→ **AIM OF THE EXERCISE**
Each line of the data below that holds the word "Kubik" is to be reported in full.

··· THE RECORDS

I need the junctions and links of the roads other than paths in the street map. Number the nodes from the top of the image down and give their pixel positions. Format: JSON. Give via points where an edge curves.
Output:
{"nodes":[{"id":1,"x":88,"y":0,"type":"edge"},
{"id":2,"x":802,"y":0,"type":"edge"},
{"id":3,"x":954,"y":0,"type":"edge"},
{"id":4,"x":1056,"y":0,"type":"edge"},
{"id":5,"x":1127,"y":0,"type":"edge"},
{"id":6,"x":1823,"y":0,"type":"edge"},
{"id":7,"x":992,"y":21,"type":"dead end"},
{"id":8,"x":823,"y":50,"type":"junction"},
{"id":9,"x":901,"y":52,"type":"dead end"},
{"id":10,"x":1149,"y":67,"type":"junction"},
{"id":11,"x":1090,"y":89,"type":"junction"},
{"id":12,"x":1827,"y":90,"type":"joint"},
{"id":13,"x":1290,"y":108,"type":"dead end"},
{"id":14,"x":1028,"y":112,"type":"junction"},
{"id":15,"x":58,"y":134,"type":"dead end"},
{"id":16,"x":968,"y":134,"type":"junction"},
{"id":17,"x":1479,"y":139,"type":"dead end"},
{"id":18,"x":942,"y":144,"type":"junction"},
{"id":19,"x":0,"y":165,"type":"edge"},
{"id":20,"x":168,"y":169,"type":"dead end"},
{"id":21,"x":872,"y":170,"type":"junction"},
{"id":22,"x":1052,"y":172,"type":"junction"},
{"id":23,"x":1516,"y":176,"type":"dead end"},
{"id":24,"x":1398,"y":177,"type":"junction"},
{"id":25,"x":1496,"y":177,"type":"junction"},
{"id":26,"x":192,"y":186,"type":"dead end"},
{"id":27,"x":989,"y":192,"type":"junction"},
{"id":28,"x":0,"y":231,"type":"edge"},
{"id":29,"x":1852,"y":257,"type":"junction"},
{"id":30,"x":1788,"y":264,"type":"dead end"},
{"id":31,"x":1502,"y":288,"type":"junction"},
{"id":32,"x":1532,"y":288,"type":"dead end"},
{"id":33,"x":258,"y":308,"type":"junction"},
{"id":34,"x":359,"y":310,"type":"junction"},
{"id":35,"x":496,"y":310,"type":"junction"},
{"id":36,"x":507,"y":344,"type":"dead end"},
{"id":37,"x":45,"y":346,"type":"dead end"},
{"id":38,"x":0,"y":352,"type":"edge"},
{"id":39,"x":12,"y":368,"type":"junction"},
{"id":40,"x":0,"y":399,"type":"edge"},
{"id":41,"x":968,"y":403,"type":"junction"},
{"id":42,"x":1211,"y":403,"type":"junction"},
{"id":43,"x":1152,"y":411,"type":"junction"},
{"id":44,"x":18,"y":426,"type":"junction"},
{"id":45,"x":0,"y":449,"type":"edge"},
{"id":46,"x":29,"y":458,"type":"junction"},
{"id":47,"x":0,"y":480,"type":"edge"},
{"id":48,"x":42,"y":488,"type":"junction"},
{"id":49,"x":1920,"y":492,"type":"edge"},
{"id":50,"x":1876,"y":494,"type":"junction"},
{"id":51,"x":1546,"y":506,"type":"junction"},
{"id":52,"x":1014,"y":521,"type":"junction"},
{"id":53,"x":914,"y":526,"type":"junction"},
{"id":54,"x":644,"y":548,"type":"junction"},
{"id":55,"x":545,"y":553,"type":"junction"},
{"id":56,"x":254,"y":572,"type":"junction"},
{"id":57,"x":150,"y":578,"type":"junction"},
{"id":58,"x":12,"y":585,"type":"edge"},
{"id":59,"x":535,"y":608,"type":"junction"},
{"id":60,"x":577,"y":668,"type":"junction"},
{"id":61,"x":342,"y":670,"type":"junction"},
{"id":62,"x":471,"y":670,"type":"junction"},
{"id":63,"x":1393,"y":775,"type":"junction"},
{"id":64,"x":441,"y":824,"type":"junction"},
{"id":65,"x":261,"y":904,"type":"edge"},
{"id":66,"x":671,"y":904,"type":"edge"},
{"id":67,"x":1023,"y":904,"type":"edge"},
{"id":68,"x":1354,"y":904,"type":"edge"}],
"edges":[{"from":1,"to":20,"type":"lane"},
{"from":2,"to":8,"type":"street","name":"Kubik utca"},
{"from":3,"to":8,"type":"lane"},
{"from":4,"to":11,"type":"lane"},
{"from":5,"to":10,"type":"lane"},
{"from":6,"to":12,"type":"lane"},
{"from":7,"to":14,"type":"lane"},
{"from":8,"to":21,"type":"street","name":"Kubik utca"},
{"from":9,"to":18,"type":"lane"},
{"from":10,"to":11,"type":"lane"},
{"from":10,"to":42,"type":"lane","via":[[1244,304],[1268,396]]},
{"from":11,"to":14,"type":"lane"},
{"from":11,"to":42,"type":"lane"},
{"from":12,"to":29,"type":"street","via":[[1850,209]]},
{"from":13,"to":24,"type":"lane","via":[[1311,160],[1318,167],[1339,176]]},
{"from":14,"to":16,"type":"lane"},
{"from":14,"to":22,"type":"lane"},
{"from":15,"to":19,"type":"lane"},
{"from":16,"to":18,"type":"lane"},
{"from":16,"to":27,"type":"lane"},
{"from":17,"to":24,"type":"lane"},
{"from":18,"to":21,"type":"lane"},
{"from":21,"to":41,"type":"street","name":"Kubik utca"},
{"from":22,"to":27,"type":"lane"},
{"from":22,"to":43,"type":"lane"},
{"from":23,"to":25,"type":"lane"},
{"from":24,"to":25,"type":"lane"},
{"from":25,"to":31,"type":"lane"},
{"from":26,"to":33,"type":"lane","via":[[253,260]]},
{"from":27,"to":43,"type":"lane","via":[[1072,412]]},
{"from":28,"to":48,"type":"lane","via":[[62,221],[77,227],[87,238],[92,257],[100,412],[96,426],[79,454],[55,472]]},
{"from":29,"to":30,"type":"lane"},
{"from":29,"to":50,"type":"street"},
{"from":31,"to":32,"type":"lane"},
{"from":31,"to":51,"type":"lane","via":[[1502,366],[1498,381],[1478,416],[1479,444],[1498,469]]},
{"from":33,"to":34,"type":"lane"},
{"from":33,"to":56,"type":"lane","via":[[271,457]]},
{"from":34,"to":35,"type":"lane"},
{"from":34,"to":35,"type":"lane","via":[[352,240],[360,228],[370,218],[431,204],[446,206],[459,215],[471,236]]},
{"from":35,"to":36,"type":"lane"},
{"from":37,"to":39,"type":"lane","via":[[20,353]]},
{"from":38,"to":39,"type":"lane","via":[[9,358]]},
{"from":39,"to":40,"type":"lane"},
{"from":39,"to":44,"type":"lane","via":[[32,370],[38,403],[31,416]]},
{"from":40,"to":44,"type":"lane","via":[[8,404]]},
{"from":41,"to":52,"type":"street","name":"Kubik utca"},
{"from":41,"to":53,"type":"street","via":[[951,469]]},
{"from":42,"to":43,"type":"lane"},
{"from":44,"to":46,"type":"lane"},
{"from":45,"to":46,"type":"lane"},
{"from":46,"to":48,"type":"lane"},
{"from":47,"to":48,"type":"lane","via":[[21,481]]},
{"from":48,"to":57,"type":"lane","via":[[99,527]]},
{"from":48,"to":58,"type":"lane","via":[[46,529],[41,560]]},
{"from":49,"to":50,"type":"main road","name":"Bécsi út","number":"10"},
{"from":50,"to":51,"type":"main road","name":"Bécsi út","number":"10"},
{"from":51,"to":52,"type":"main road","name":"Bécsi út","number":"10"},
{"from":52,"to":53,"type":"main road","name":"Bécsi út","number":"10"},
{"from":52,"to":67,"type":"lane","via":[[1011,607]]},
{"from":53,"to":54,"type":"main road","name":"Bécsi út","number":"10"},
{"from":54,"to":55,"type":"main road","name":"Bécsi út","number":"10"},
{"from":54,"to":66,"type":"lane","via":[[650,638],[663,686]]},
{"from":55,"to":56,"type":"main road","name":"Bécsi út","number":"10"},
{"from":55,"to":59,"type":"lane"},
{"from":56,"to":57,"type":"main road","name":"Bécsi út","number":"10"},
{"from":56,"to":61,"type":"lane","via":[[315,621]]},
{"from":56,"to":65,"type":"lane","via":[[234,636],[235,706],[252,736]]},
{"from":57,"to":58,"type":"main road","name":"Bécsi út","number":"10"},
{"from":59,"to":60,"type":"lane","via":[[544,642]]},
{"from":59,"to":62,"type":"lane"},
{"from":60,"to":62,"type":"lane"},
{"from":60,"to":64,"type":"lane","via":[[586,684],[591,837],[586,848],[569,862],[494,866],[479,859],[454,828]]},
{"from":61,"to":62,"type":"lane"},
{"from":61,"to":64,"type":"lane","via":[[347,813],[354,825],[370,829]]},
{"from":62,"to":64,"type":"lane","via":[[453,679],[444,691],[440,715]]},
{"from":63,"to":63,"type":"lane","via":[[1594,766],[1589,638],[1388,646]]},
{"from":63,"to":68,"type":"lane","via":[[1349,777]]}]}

······

→ **RESULT OF THIS EXERCISE**
{"from":2,"to":8,"type":"street","name":"Kubik utca"},
{"from":8,"to":21,"type":"street","name":"Kubik utca"},
{"from":21,"to":41,"type":"street","name":"Kubik utca"},
{"from":41,"to":52,"type":"street","name":"Kubik utca"},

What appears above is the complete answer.